● **Source data**:
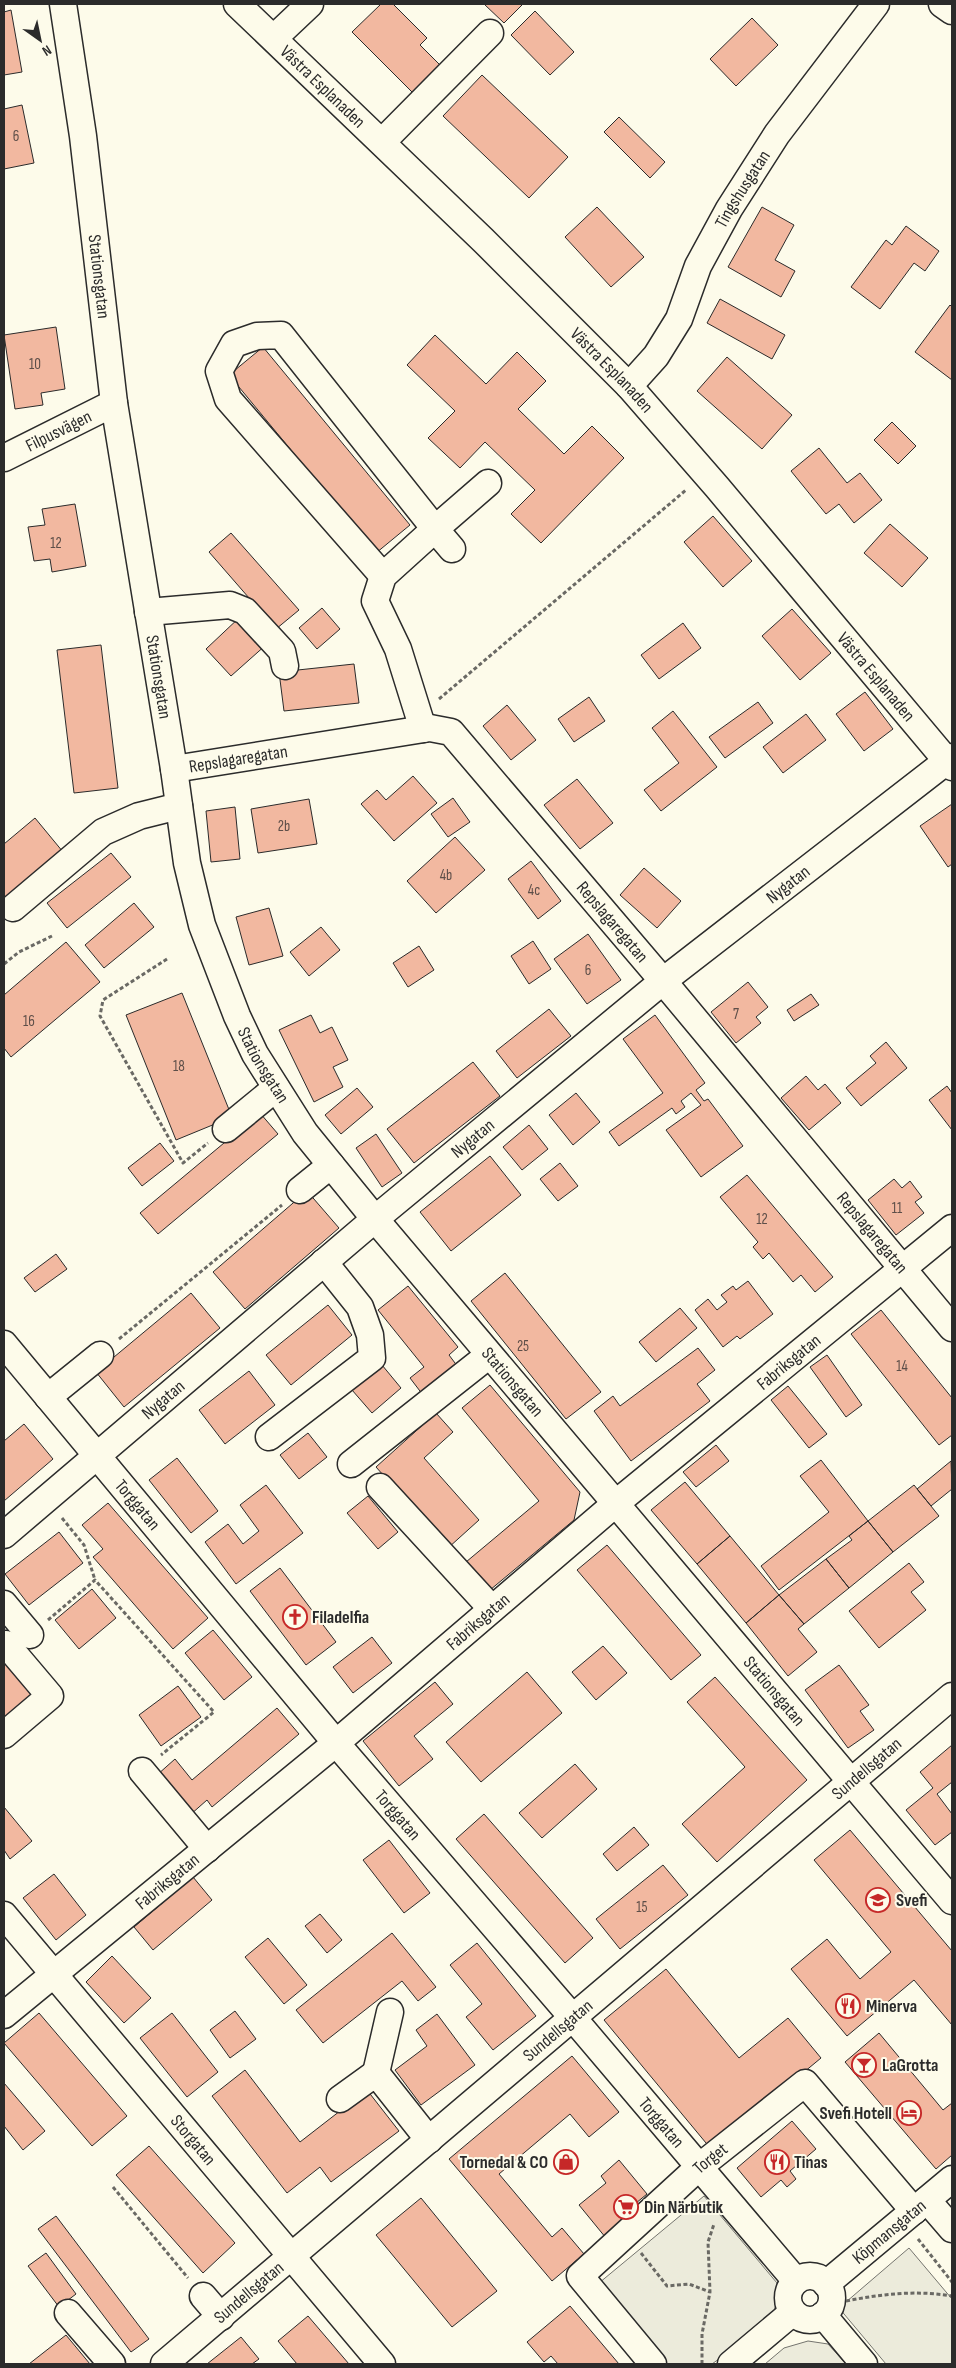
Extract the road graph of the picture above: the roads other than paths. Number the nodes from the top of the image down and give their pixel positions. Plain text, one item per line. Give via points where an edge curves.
1 (63, 4) edge
2 (237, 4) edge
3 (310, 4) edge
4 (876, 4) edge
5 (942, 4) edge
6 (952, 12) edge
7 (490, 33) dead end
8 (274, 38) junction
9 (382, 142) junction
10 (629, 386) junction
11 (114, 403) junction
12 (4, 458) edge
13 (488, 484) dead end
14 (436, 529) junction
15 (452, 549) dead end
16 (383, 576) junction
17 (148, 612) junction
18 (285, 666) dead end
19 (426, 729) junction
20 (951, 761) edge
21 (174, 769) junction
22 (179, 806) junction
23 (13, 908) dead end
24 (663, 981) junction
25 (276, 1088) junction
26 (226, 1129) road end
27 (331, 1166) junction
28 (300, 1190) road end
29 (375, 1219) junction
30 (952, 1228) edge
31 (324, 1262) junction
32 (902, 1268) junction
33 (952, 1328) edge
34 (4, 1344) edge
35 (100, 1354) road end
36 (489, 1354) junction
37 (48, 1397) junction
38 (269, 1438) dead end
39 (97, 1456) junction
40 (351, 1464) dead end
41 (380, 1487) dead end
42 (615, 1504) junction
43 (4, 1535) edge
44 (4, 1604) edge
45 (492, 1609) junction
46 (30, 1635) road end
47 (4, 1646) edge
48 (952, 1696) edge
49 (4, 1735) edge
50 (336, 1743) junction
51 (142, 1771) road end
52 (852, 1780) junction
53 (207, 1849) junction
54 (952, 1901) edge
55 (4, 1915) edge
56 (53, 1974) junction
57 (390, 2012) dead end
58 (4, 2015) edge
59 (573, 2018) junction
60 (376, 2073) junction
61 (340, 2099) dead end
62 (429, 2140) junction
63 (699, 2167) junction
64 (952, 2179) edge
65 (921, 2205) junction
66 (952, 2229) edge
67 (293, 2257) junction
68 (796, 2281) junction
69 (826, 2284) junction
70 (203, 2296) road end
71 (793, 2312) junction
72 (68, 2313) dead end
73 (824, 2315) junction
74 (221, 2317) junction
75 (112, 2364) edge
76 (164, 2364) edge
77 (382, 2364) edge
78 (652, 2364) edge
79 (731, 2364) edge
80 (864, 2364) edge

1 - 11 street, Stationsgatan
2 - 8 street, Västra Esplanaden
3 - 8 street
4 - 10 street, Tingshusgatan via 777,134 729,209 703,258 679,319 656,356
5 - 6 street
7 - 9 street
8 - 9 street, Västra Esplanaden
9 - 10 street, Västra Esplanaden
10 - 20 street, Västra Esplanaden
11 - 12 street, Filpusvägen
11 - 17 street, Stationsgatan
13 - 14 street
14 - 15 street
14 - 16 street
14 - 16 street via 281,335 257,336 234,344 219,371 228,399
16 - 19 street via 375,601 398,649
17 - 18 street via 230,604 245,611 282,651
17 - 21 street, Stationsgatan
19 - 21 street, Repslagaregatan
19 - 24 street, Repslagaregatan via 451,732 466,747
20 - 24 street, Nygatan
21 - 22 street, Stationsgatan
22 - 23 street via 139,816 103,832
22 - 25 street, Stationsgatan via 187,863 202,925 237,1016
24 - 29 street, Nygatan
24 - 32 street, Repslagaregatan
25 - 26 street
25 - 27 street, Stationsgatan
27 - 28 street
27 - 29 street, Stationsgatan
29 - 31 street, Nygatan
29 - 36 street, Stationsgatan
30 - 32 street, Fabriksgatan
31 - 38 street via 360,1307 370,1335 372,1358
31 - 39 street, Nygatan
32 - 33 street, Repslagaregatan
32 - 42 street, Fabriksgatan
34 - 37 street, Torggatan
35 - 37 street
36 - 40 street
36 - 42 street, Stationsgatan
37 - 39 street, Torggatan
39 - 43 street, Nygatan
39 - 50 street, Torggatan
41 - 45 street
42 - 45 street, Fabriksgatan
42 - 52 street, Stationsgatan
44 - 46 street
45 - 50 street, Fabriksgatan
47 - 49 street via 6,1644 50,1696
48 - 52 street, Sundellsgatan
50 - 53 street, Fabriksgatan
50 - 59 street, Torggatan
51 - 53 street
52 - 54 street, Stationsgatan
52 - 59 street, Sundellsgatan
53 - 56 street, Fabriksgatan
55 - 56 street, Storgatan
56 - 58 street, Fabriksgatan
56 - 67 street, Storgatan
57 - 60 street
59 - 62 street, Sundellsgatan
59 - 63 street, Torggatan
60 - 61 street
60 - 62 street
62 - 67 street, Sundellsgatan
63 - 65 street, Torget via 805,2082
63 - 68 street, Torggatan
63 - 78 street, Torget via 580,2276
64 - 65 street, Köpmansgatan
65 - 66 street, Torget
65 - 69 street, Köpmansgatan
67 - 74 street, Sundellsgatan
67 - 77 street, Storgatan
68 - 69 street via 809,2276
68 - 71 street via 788,2298
69 - 73 street via 832,2297
70 - 74 street
71 - 73 street via 810,2320
71 - 79 street
72 - 75 street
73 - 80 street
74 - 76 street, Sundellsgatan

● **Exercise details**: Lines above that contain the string "Stationsgatan" make up the answer.

● **Response to this exercise**:
1 - 11 street, Stationsgatan
11 - 17 street, Stationsgatan
17 - 21 street, Stationsgatan
21 - 22 street, Stationsgatan
22 - 25 street, Stationsgatan via 187,863 202,925 237,1016
25 - 27 street, Stationsgatan
27 - 29 street, Stationsgatan
29 - 36 street, Stationsgatan
36 - 42 street, Stationsgatan
42 - 52 street, Stationsgatan
52 - 54 street, Stationsgatan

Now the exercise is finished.